As Library Curator (or Library Manager, in effect), I have been given money to spend on the library’s physical collection, which is very exciting.

Last semester, I had one of the library volunteers conduct an inspection and evaluation of the fiction collection. He returned to me with a list of books that could potentially be weeded from the collection.

In order to keep faith with, and the focus on, our clients, we distributed a brief survey that asked them to identify whether these books selected for weeding should be kept, and to share with us any books they would like to see added to the collection. Given the nature of the library (it is a non-circulating, browsing library), we expected a very low return.

We received no responses.

At the Committee on Budget meeting, as I justified our request for money to augment the library’s collection with new acquisitions, one of the program advisers suggested we record re-shelving statistics to determine which books are being read by our clients. This semester, the Assistant Curator set up a spreadsheet and requested all volunteers to record the books they re-shelved during their shifts.

So far, this has been incredibly successful. We now have statistics regarding:

  • which books are taken down from the shelves most often, and
  • what kinds of books are taken down from the shelves most often

From these two statistics, we can deduce the kinds of reading that our clients are doing while they are in the library, and we can focus on expanding our collection in those areas (namely, graphic novels, art, history, generalities, short stories, Canadian).

Today I held a meeting with a two volunteers interested in working on the “Acquisitions” project. We have worked out a plan, a focus, a brief timeline, and an outline for a report to take to the Literary and Library Committee for approval.
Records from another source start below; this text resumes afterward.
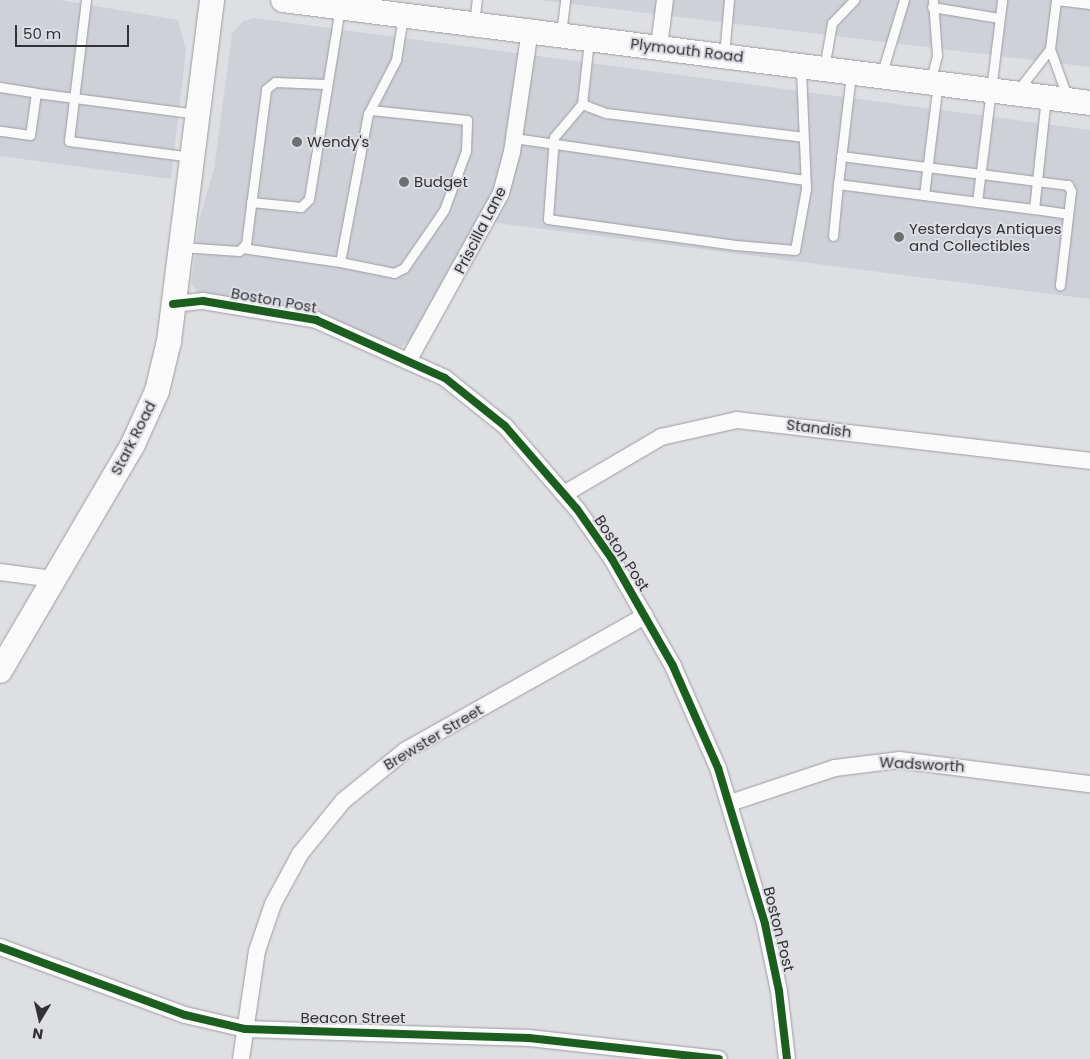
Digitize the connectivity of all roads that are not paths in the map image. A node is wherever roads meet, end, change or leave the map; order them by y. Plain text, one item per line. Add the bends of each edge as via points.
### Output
1 (86, 0) edge
2 (212, 0) edge
3 (283, 0) edge
4 (565, 0) edge
5 (665, 0) edge
6 (729, 0) edge
7 (854, 0) edge
8 (904, 0) edge
9 (1002, 0) edge
10 (1056, 0) edge
11 (1077, 1) edge
12 (932, 3) edge
13 (1090, 4) edge
14 (340, 7) junction
15 (475, 11) edge
16 (409, 12) junction
17 (999, 18) junction
18 (530, 30) junction
19 (561, 34) junction
20 (589, 37) junction
21 (659, 46) junction
22 (1050, 49) junction
23 (724, 55) junction
24 (813, 67) junction
25 (851, 72) junction
26 (881, 76) junction
27 (934, 83) junction
28 (325, 84) junction
29 (0, 87) edge
30 (990, 90) junction
31 (36, 92) junction
32 (1016, 93) junction
33 (74, 98) junction
34 (1068, 100) edge
35 (582, 104) junction
36 (371, 110) junction
37 (200, 114) junction
38 (0, 131) edge
39 (803, 137) junction
40 (514, 138) junction
41 (554, 146) junction
42 (842, 156) junction
43 (195, 157) junction
44 (928, 167) junction
45 (980, 174) junction
46 (805, 180) junction
47 (1037, 180) junction
48 (838, 184) junction
49 (924, 195) junction
50 (252, 202) junction
51 (977, 202) junction
52 (1034, 209) junction
53 (1068, 214) junction
54 (833, 236) dead end
55 (180, 247) junction
56 (242, 248) junction
57 (340, 262) junction
58 (1060, 285) dead end
59 (174, 304) junction
60 (408, 360) junction
61 (1090, 461) edge
62 (564, 494) junction
63 (0, 572) edge
64 (53, 579) junction
65 (646, 616) junction
66 (0, 670) edge
67 (1090, 784) edge
68 (730, 803) junction
69 (0, 947) edge
70 (245, 1029) junction
71 (241, 1059) edge
72 (720, 1059) edge
73 (787, 1059) edge

1 - 33 lane
2 - 37 main road, Stark Road
3 - 14 main road, Plymouth Road
4 - 19 lane
5 - 21 street
6 - 23 lane
7 - 24 lane via 832,23
8 - 26 lane
9 - 17 lane
10 - 11 lane
10 - 22 lane
11 - 13 lane
12 - 17 lane
12 - 27 lane via 937,55
14 - 16 main road, Plymouth Road
14 - 28 lane
15 - 16 main road, Plymouth Road
15 - 18 main road, Plymouth Road
16 - 36 lane via 396,60
17 - 30 lane
18 - 19 main road, Plymouth Road
18 - 40 street, Priscilla Lane
19 - 20 main road, Plymouth Road
20 - 21 main road, Plymouth Road
20 - 35 lane
21 - 23 main road, Plymouth Road
22 - 32 lane
22 - 34 lane
23 - 24 main road, Plymouth Road
24 - 25 main road, Plymouth Road
24 - 39 lane
25 - 26 main road, Plymouth Road
25 - 42 lane
26 - 27 main road, Plymouth Road
27 - 30 main road, Plymouth Road
27 - 44 lane
28 - 50 lane via 275,82 266,89
28 - 50 lane via 309,199 301,207
29 - 31 lane
30 - 32 main road, Plymouth Road
30 - 45 lane
31 - 33 lane
31 - 38 lane via 30,135
32 - 34 main road, Plymouth Road
33 - 37 lane
33 - 43 lane via 69,141
34 - 47 lane
35 - 39 lane via 606,113
35 - 41 lane via 554,137
36 - 57 lane
36 - 57 lane via 467,120 466,151 444,210 404,268 394,273
37 - 43 main road, Stark Road
39 - 46 lane
40 - 41 lane
40 - 60 street, Priscilla Lane via 509,169 488,220
41 - 46 lane
41 - 46 lane via 548,219 735,246 795,250
42 - 44 lane
42 - 48 lane
43 - 55 main road, Stark Road
44 - 45 lane
44 - 49 lane
45 - 47 lane
45 - 51 lane
47 - 52 lane
47 - 53 lane via 1068,185
48 - 49 lane
48 - 54 lane
49 - 51 lane
50 - 56 lane
51 - 52 lane
52 - 53 lane
53 - 58 lane
55 - 56 lane via 239,251
55 - 59 main road, Stark Road
56 - 57 lane
59 - 60 street, Boston Post via 203,301 296,315
59 - 64 main road, Stark Road via 165,363 146,418
60 - 62 street, Boston Post via 459,387 492,415
61 - 62 street, Standish via 737,420 662,437
62 - 65 street, Boston Post via 612,559
63 - 64 street
64 - 66 main road, Stark Road
65 - 68 street, Boston Post via 704,732
65 - 70 street, Brewster Street via 406,750 343,801 300,854 273,904 257,951
67 - 68 street, Wadsworth via 899,760 835,768
68 - 73 street, Boston Post via 769,943
69 - 70 street, Beacon Street via 185,1015
70 - 71 street, Brewster Street
70 - 72 street, Beacon Street via 529,1038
Our general aim is to incorporate the vision of the Hart House, in particular its focus on increasing diversity, into the collections that are used most often by our clients.


  1. Write the project plan.
  2. Compile and analyze the statistics we have collected, which we will use to direct our search and selection of the best possible additions to our collection.
  3. We will each select 40 titles in each genre we have decided to focus on, and get together next week to discuss our selections and eliminate any that do not agree with the Library’s Collection Development Policy or the Hart House vision statement, or our understanding of our clients’ needs and preferences.
  4. During the selection process, we will check the catalog and the shelves to make sure the library does not already have copies.
  5. Search and compare prices online and in local discount bookstores.
  6. Write the report.
  7. Present the report to the Literary and Library Committee for approval.
  8. Purchase selected books within the limits of our budget.

Personal Note: I am really looking forward to this project, and to writing the report! (Turns out I get excited about writing things like reports.)